Despite this progress, the FAST exam has come under recent scrutiny. A study by Fox, et al. looking at pediatric blunt trauma found that while FAST had a 96% specificity[e1] , the sensitivity was poor at 52%.1 Friese, et al. found FAST to have low sensitivity (26%) in blunt pelvic trauma,2 and Gaarder, et al. found the FAST exam underperformed in patients with hemodynamic instability (62% sensitivity).3 Based on these and other studies showing poor sensitivity in specific clinical scenarios, some editorialists are calling for the elimination of sonography in the initial assessment of trauma patients.
To determine the utility of FAST, however, requires a careful look at the data. In none of the three studies was the training of the ultrasonographers reported. Accuracy of FAST exam is highly operator dependent. Also, in the study by Friese, the interval from FAST to laparotomy was over two hours. Considering that most pelvic bleeding is venous it would be interesting to know what the sensitivity would have been immediately prior to surgery.
Advantages to FAST include ability of the treating physician to perform the exam quickly at the bedside, avoidance of an invasive procedure and ionizing radiation, ability to perform serial exams, and has a 70-90% overall sensitivity with >95% specificity for detecting hemoperitoneum.4 In a retrospective validation study at my institution, 696 FAST examinations were documented over a two year period. Exams were performed by attending emergency physicians, all of whom had received one hour of didactic training and one hour of hands on scanning using live models. There were 658 true negative FAST Exams (95%), 6 true positive exams (1%), 38 false negative exams (5%) and 0 false positive exams. Of the 38 (5%) false negative exams, 20 were due to extraperitoneal injuries and only 6 patients with a false negative exam required laparatomy.5
Focused Assessment with Sonography in Trauma remains a useful adjunct to the initial evaluation of the traumatized patient. A positive FAST exam in a hemodynamically unstable patient requires laparotomy and has been shown to decrease time to the operating room.6 Hemodynamically stable patients may undergo careful confirmatory evaluation with diversion to the OR for the development of hypotension.
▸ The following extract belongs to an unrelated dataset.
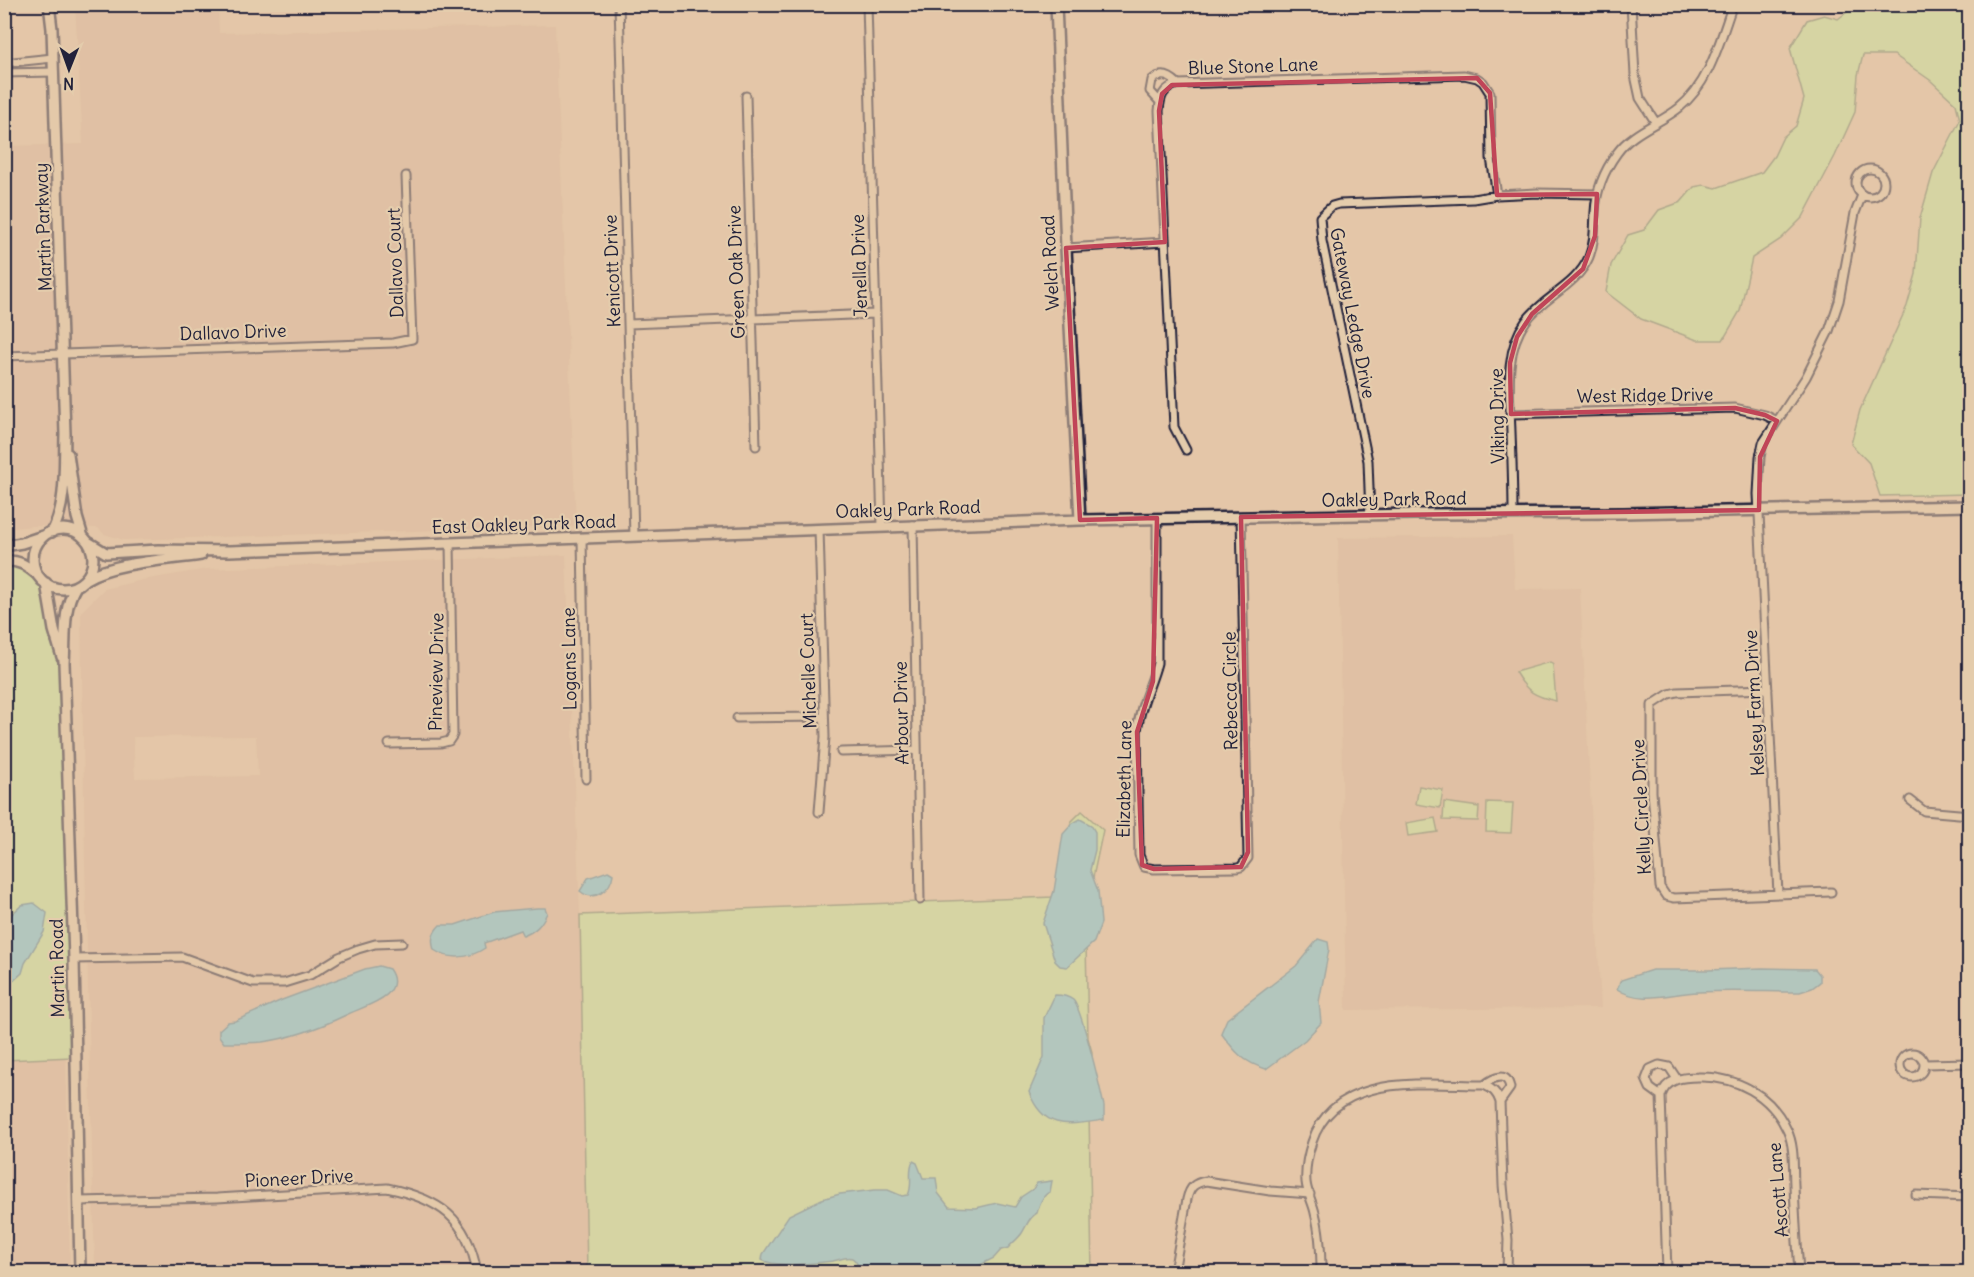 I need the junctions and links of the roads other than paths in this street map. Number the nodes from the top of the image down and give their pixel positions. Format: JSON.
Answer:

For patients with a negative FAST examination, those with low suspicion of intraabdominal injury may undergo observation with serial examinations, while those with high suspicion of intraabdominal injury require further diagnostic testing.
1. Fox JC et al. Test characteristics of focused assessment of sonography for trauma for clinically significant abdominal free fluid in pediatric blunt abdominal trauma. Acad Emerg Med 2011 May; 18:477
4. Stengel D, Bauwens K, Rademacher G, Mutze S, Ekkernkamp A. Association between compliance with methodological standards of diagnostic research and reported test accuracy: meta-analysis of focused assessment of US for trauma. Radiology. 2005;236:102-111.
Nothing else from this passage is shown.